In the Protestant regions, the Quakers have developed a particular style of funerary ceramics. Whole sets were being created to serve at funerary receptions in a manner that would not disrupt the noble solemnity of the rite-ridden event.

Contemporary artist, James Turrell, himself a lapsed Quaker had involved himself in a process of designing a series of ceramic service pieces in the style of traditional Quaker basalt ware. In line with the community’s disciplined approach, the pieces are black, with subtle satin sheen.

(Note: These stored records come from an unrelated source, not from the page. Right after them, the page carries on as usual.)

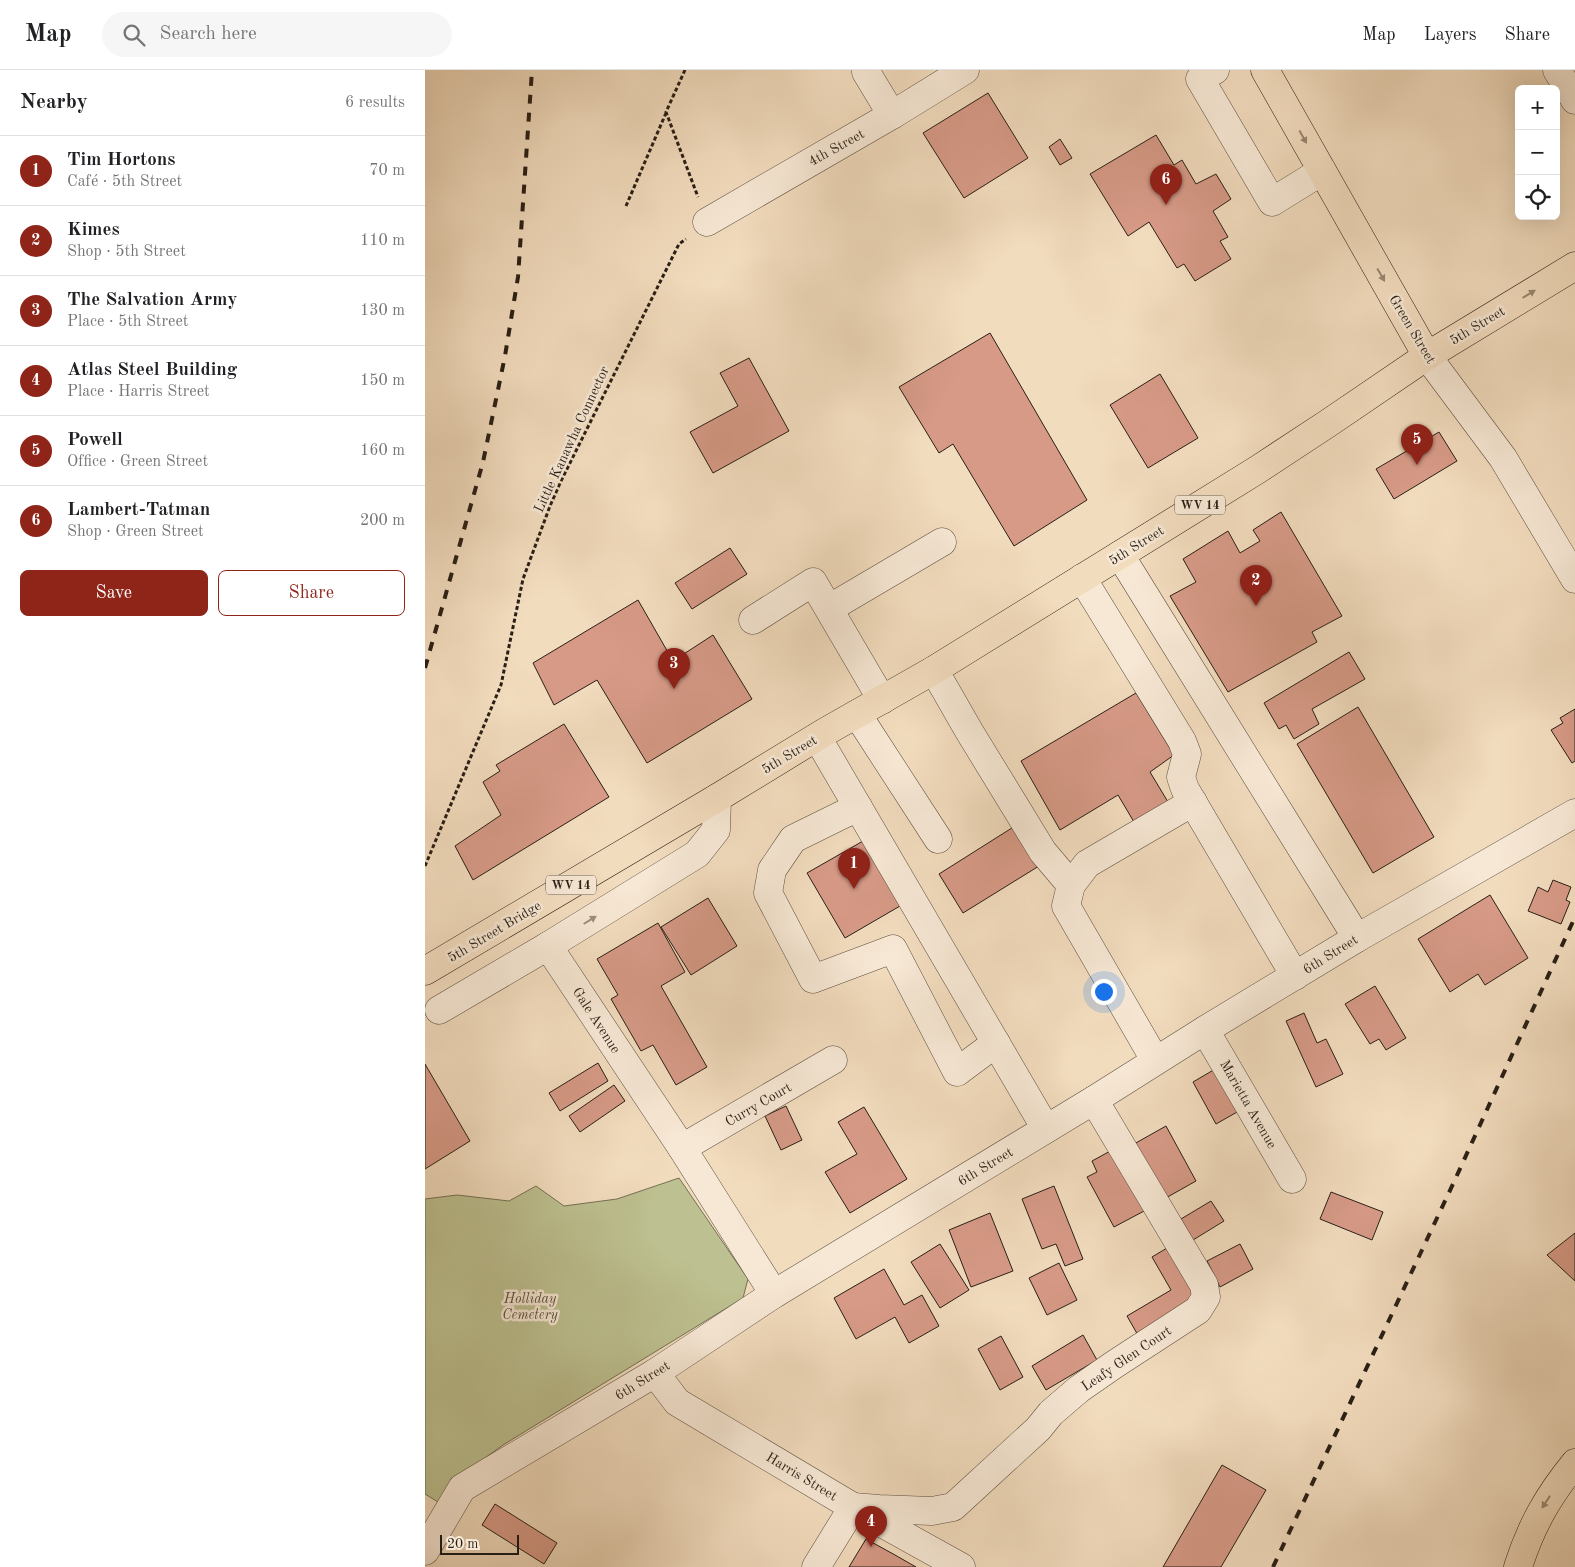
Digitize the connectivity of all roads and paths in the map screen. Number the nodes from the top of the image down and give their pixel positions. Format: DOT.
graph roads {
  1 [pos="685,70"];
  2 [pos="965,70"];
  3 [pos="1215,70"];
  4 [pos="1265,70"];
  5 [pos="1557,70"];
  6 [pos="866,72"];
  7 [pos="1575,100"];
  8 [pos="666,112"];
  9 [pos="892,115"];
  10 [pos="1322,171"];
  11 [pos="626,206"];
  12 [pos="707,222"];
  13 [pos="1575,266"];
  14 [pos="1427,356"];
  15 [pos="942,542"];
  16 [pos="1119,555"];
  17 [pos="1082,578"];
  18 [pos="1575,579"];
  19 [pos="829,608"];
  20 [pos="753,620"];
  21 [pos="934,670"];
  22 [pos="882,700"];
  23 [pos="857,714"];
  24 [pos="817,737"];
  25 [pos="717,798"];
  26 [pos="1193,802"];
  27 [pos="858,808"];
  28 [pos="1575,813"];
  29 [pos="938,839"];
  30 [pos="425,866"];
  31 [pos="1071,885"];
  32 [pos="1357,938"];
  33 [pos="548,946"];
  34 [pos="425,971"];
  35 [pos="1295,976"];
  36 [pos="439,1010"];
  37 [pos="1205,1030"];
  38 [pos="996,1043"];
  39 [pos="833,1060"];
  40 [pos="1155,1060"];
  41 [pos="1094,1100"];
  42 [pos="1046,1129"];
  43 [pos="682,1148"];
  44 [pos="1292,1179"];
  45 [pos="773,1294"];
  46 [pos="655,1373"];
  47 [pos="1575,1463"];
  48 [pos="853,1506"];
  49 [pos="425,1551"];
  50 [pos="816,1567"];
  51 [pos="961,1567"];
  52 [pos="1518,1567"];
  1 -- 8 [label="path"];
  2 -- 9 [label="street, 4th Street"];
  3 -- 10 [label="street"];
  4 -- 10 [label="main road, Green Street, one-way"];
  5 -- 7 [label="street"];
  6 -- 9 [label="street"];
  8 -- 11 [label="path"];
  8 -- 12 [label="path"];
  9 -- 12 [label="street, 4th Street"];
  10 -- 14 [label="main road, Green Street, one-way"];
  12 -- 30 [label="path, Little Kanawha Connector"];
  14 -- 13 [label="main road, 5th Street / WV 14, one-way"];
  14 -- 16 [label="main road, 5th Street / WV 14"];
  14 -- 18 [label="street, Green Street"];
  15 -- 19 [label="street"];
  16 -- 17 [label="main road, 5th Street / WV 14"];
  16 -- 32 [label="street"];
  17 -- 21 [label="main road, 5th Street / WV 14"];
  17 -- 26 [label="street"];
  19 -- 20 [label="street"];
  19 -- 22 [label="street"];
  21 -- 22 [label="main road, 5th Street / WV 14"];
  21 -- 31 [label="street"];
  22 -- 23 [label="main road, 5th Street / WV 14"];
  23 -- 24 [label="main road, 5th Street / WV 14"];
  23 -- 29 [label="street"];
  24 -- 25 [label="main road, 5th Street / WV 14"];
  24 -- 27 [label="street"];
  33 -- 25 [label="street, one-way"];
  25 -- 34 [label="main road, 5th Street Bridge / WV 14"];
  26 -- 31 [label="street"];
  26 -- 35 [label="street"];
  27 -- 38 [label="street"];
  27 -- 38 [label="street"];
  28 -- 32 [label="street, 6th Street"];
  31 -- 40 [label="street"];
  32 -- 35 [label="street, 6th Street"];
  33 -- 36 [label="street"];
  33 -- 43 [label="street, Gale Avenue"];
  35 -- 37 [label="street, 6th Street"];
  37 -- 40 [label="street, 6th Street"];
  37 -- 44 [label="street, Marietta Avenue"];
  38 -- 42 [label="street"];
  39 -- 43 [label="street, Curry Court"];
  40 -- 41 [label="street, 6th Street"];
  41 -- 42 [label="street, 6th Street"];
  41 -- 48 [label="street, Leafy Glen Court"];
  42 -- 45 [label="street, 6th Street"];
  43 -- 45 [label="street, Gale Avenue"];
  45 -- 46 [label="street, 6th Street"];
  46 -- 48 [label="street, Harris Street"];
  46 -- 49 [label="street, 6th Street"];
  47 -- 52 [label="main road, one-way"];
  48 -- 50 [label="street"];
  48 -- 51 [label="street, Harris Street"];
}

Sublime decoration is achieved with relief battering and combing. (I definitely will find and attach a photo of his amazing work)

22 Feb 2013

Nostalgia vs Melancholy, Funerary Art

Will we enter the new era of Nostalgia? Or, perhaps another period of it, or maybe we have never been without it? Are we amidst such period?

In 2008 Vienna Museum featured hugely successful showcase of Vanitas in art. What would I give for the catalogue of it....

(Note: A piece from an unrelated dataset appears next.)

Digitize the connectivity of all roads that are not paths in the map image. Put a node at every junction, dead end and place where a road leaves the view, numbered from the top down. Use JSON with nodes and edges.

Favourite symbols beaming from the canvases
asking the question of Essential Melancholy:
In ictu oculi ("In the blink of an eye") a vanitas by Juan de Valdés Leal

Ubi sunt? 

¿Qué se fizo el rey don Juan?

Los infantes de Aragón
¿qué se fizieron?

¿Qué fue de tanto galán,

qué fue de tanta invención
como trujeron?


What became of King Don Juan?
The Princes of Aragon,
What became of all of them?
What of so much handsome nobility?


This canción relies on the motives of things of this world that are gone by, hence letting us that we may be next in line....

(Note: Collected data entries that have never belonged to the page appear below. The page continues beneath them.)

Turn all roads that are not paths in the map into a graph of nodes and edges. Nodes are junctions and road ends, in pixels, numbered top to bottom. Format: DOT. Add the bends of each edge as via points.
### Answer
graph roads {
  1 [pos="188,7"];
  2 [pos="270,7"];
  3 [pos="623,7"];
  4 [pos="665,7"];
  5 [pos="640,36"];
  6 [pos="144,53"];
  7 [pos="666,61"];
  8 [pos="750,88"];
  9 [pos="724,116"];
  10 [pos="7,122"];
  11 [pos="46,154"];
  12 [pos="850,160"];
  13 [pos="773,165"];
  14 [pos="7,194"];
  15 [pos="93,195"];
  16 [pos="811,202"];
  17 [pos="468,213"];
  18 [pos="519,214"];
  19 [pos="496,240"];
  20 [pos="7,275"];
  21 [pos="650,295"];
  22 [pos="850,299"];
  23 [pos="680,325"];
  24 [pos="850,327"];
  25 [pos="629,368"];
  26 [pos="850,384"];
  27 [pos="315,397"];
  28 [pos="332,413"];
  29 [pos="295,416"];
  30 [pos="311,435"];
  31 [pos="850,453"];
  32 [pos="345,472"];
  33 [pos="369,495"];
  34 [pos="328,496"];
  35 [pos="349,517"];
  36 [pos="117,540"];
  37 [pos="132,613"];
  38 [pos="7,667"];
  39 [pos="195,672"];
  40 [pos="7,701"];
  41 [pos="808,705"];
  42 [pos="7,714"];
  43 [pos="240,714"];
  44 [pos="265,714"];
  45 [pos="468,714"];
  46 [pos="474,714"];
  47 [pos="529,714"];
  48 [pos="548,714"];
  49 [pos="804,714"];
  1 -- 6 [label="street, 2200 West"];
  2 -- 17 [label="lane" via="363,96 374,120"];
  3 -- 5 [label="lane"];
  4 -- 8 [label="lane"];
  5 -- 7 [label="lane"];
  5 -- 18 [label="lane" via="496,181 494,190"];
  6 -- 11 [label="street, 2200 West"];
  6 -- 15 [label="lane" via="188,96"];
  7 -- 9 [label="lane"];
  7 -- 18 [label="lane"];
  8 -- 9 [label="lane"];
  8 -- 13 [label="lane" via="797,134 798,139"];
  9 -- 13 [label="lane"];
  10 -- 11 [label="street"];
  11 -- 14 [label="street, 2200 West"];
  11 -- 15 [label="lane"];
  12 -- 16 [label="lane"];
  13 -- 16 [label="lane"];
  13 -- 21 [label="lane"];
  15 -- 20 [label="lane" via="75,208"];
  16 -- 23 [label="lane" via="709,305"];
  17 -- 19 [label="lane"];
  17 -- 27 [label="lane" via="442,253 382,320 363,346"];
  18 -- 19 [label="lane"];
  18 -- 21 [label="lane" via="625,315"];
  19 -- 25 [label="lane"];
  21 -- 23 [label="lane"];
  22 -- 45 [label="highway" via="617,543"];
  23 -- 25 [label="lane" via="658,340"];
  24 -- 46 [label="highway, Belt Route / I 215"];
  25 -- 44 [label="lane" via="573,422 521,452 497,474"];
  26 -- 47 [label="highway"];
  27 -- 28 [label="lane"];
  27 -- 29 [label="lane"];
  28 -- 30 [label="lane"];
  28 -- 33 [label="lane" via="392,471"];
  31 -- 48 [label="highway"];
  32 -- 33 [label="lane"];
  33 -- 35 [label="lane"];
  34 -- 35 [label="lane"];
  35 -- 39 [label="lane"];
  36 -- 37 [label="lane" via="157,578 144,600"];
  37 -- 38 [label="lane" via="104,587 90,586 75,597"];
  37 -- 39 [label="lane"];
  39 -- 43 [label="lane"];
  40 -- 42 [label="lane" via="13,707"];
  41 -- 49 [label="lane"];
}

That's just what this is - Where are the flowers gone, from 1961.


20 Feb 2013

Tango



15 years ago a client gave me a CD with a collection of old Argentinian Tangos for 50ies and 60ies, with Julio Sosa (Peruvian-born Argentinian crooner of times gone by). I became totally infected with tango. I do not dance it, I love the music and watching this entire theater of visual ritual.
It's a formidable force....

18 Feb 2013

Discovery of Shabby Chic and Reclaimed

Somewhere in the older posts I have confessed that for a while I was suspecting myself of being a deviant, trying to isolate, building a suspicious museum of myself, filled with found or given objects and trying to evoke the climate of nostalgia for the era gone by...
But then - here is to the Internet - I noticed that it is not only me. I felt consoled and relieved.
I felt like poor Mr. Jourdain form The Bourgeois Gentleman who upon learning that he speak in prose and has been doing so for a long time feels adequate and so much closer to being an aristocrat!

So I  have been speaking Shabby Chic and Rustic and Reclaimed and all this without knowing it!
I am so relieved...




Here is some good Mr. Lully, who even set some music to Moliere's Le Bourgeois gentilhomme just to set us in a mood of French style...

13 Feb 2013

Dame Edna

Wikipedia
Hello Possums.

Yes, as some of you know, I am all-time fan of Dame Edna, who is a bit ugly creature, the natural daughter of the Australian comedian Barry Humphries and the figment of his creative imagination.
She/he is a superb entertainer and a talk-show and the founder of the Prostate Olympics.
Yes, you've got it right: The World Prostate Olympics!
The photo shows her at the wedding of Prince William and Kate Middleton.

Yes, she is something, look darling - isn't she adorable?
This is what her website says about herself: http://www.dame-edna.com/

"Possibly Jewish, Dame Edna is a widow, with three grown children.  She spends her time visiting world leaders and jet-setting between her homes in Los Angeles, London, Sydney, Switzerland and Martha’s Vineyard.  She is the Founder and Governor of Friends of the Prostate and the creator of The World Prostate Olympics."
A tad more on the subject of Funerary Traditions:

When I die would love to have her notoriously stylish eye glasses put in my coffin, or shoe box - whatever it will be at the critical moment...
Of course, there is a whole list of items I would like to take with me to the afterlife, so I better prepare the box ahead of time or someone may do that not exactly to my liking....


But the plans for the internment of my precious earthly remains a subject of a whole separate blog post. There is still, statistically, a little bit time left for the preparations, because as most of you know I am still well in my thirties..... YES? or NO?